Arctic char is a member of the Salmonid family. It resembles a salmon in appearance but is genetically more closely linked to trout. While some populations of Arctic char migrate to the ocean and return to freshwater to spawn, others spend their entire life in freshwater. Unlike Pacific salmon, Arctic char do not die after spawning.
In the wild, these fish enter saltwater in the spring and spend the summer gorging themselves on fish like capelin and Arctic cod. In the fall, they return to freshwater lakes and rivers, weighing 30 to 50 percent more than when they left. In many cases, char does not feed during winter months; it lives off the fat accumulated the previous summer.

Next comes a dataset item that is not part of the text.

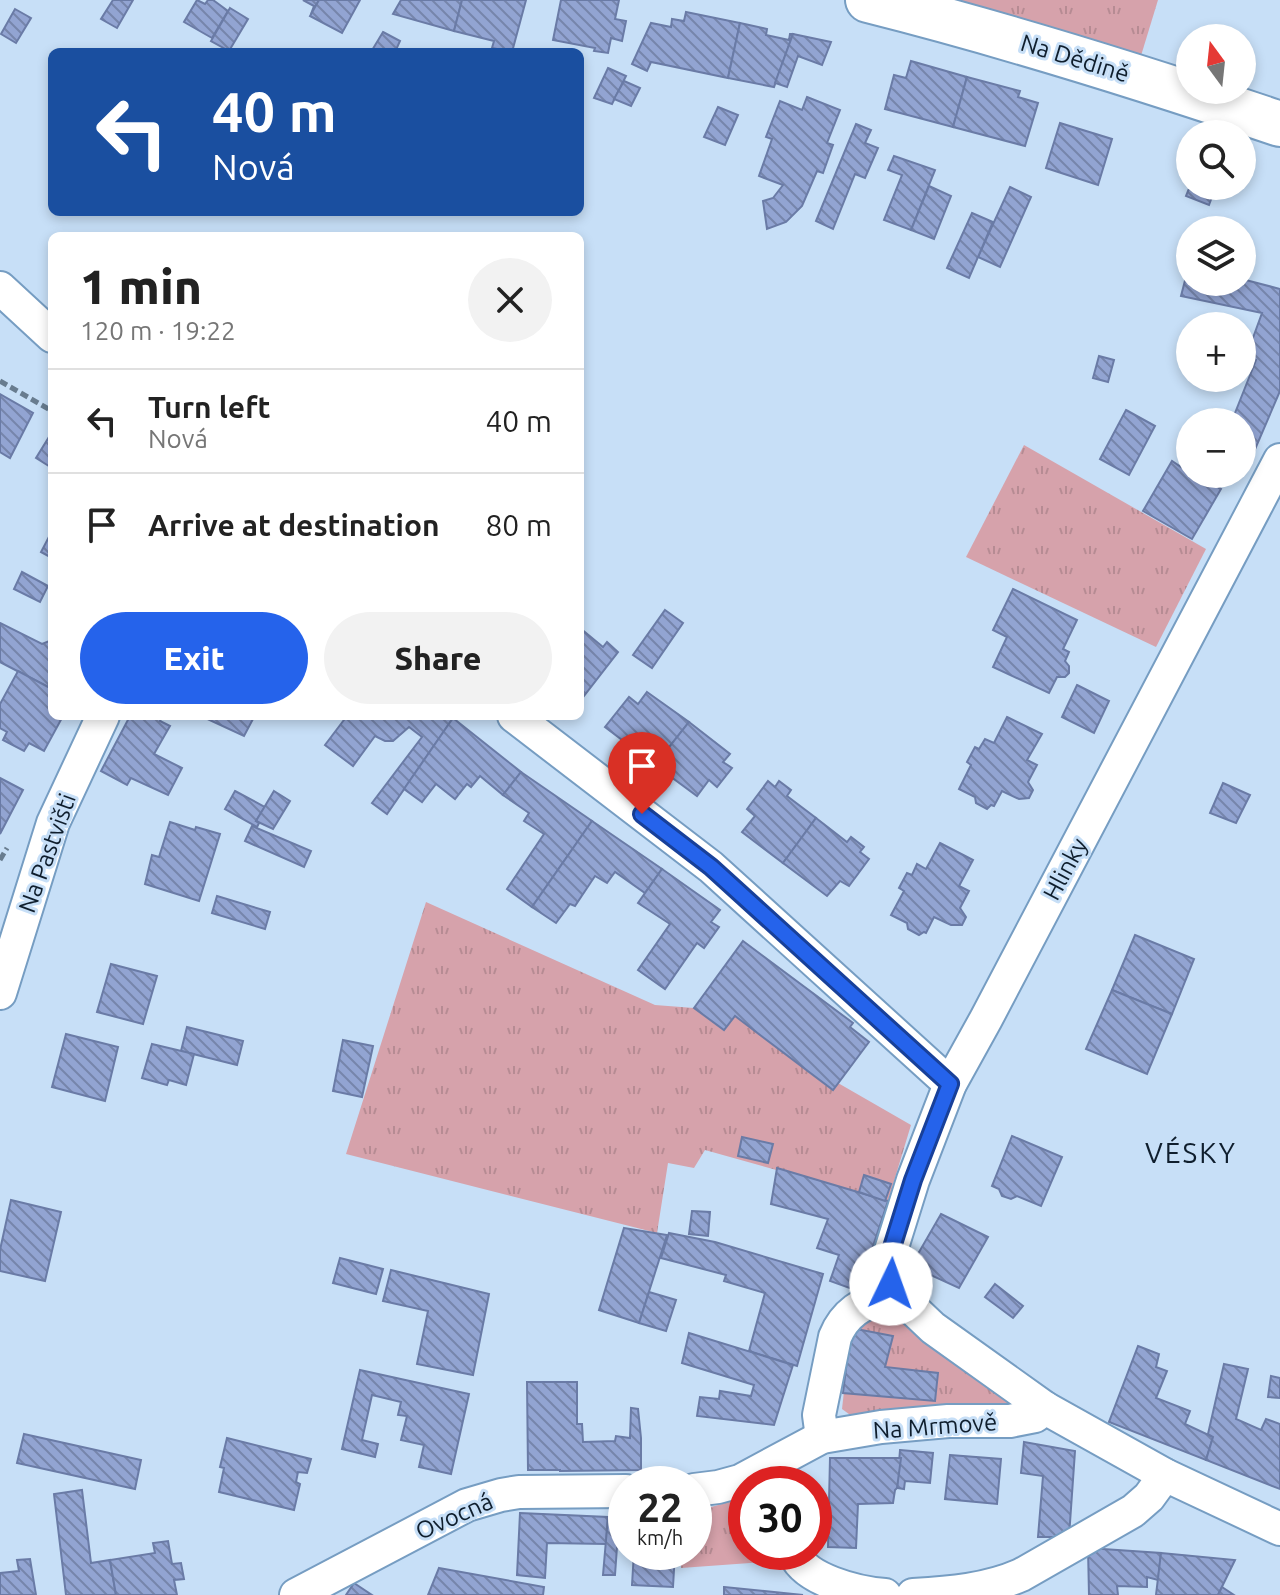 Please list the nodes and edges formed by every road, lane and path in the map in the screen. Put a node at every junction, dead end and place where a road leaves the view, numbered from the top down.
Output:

Although Arctic char has been farmed for well over a decade and farmed product represents the majority of the U.S. market for char, production remains quite small. Arctic char is currently farmed in Canada, Iceland, Norway and the U.S., with the majority of U.S. supply originating in Canada and Iceland. Farmers have had considerable difficulty selecting char that consistently perform well because of its complex genetic makeup, which is one reason supply of Arctic char remains relatively limited.
Land-based, closed-cycle systems used to farm Artic char are considered to be among the most environmentally responsible fish farming designs, as they do not significantly pollute surrounding waters or affect nearby wild populations through escape or disease transmission.
Similar to the feed of other farmed carnivorous fish, farmed Arctic char feed contains fish meal, fish oil, and varying levels of a synthetic version of natural carotenoid pigments (used to give the flesh a pinkish hue). Continued use of wild fish for feed is unsustainable; however, diets using a larger proportion of grain are being developed.
In northern Canada, local Inuits of Nunavut participate in a closely monitored commercial Arctic char fishery with only 100 MT (220,000 pounds) of commercial production. Commercial catches only take place after the community’s food requirements have been met, and fishermen use passive gear such as shore-set surface gill nets, fish weirs and traps.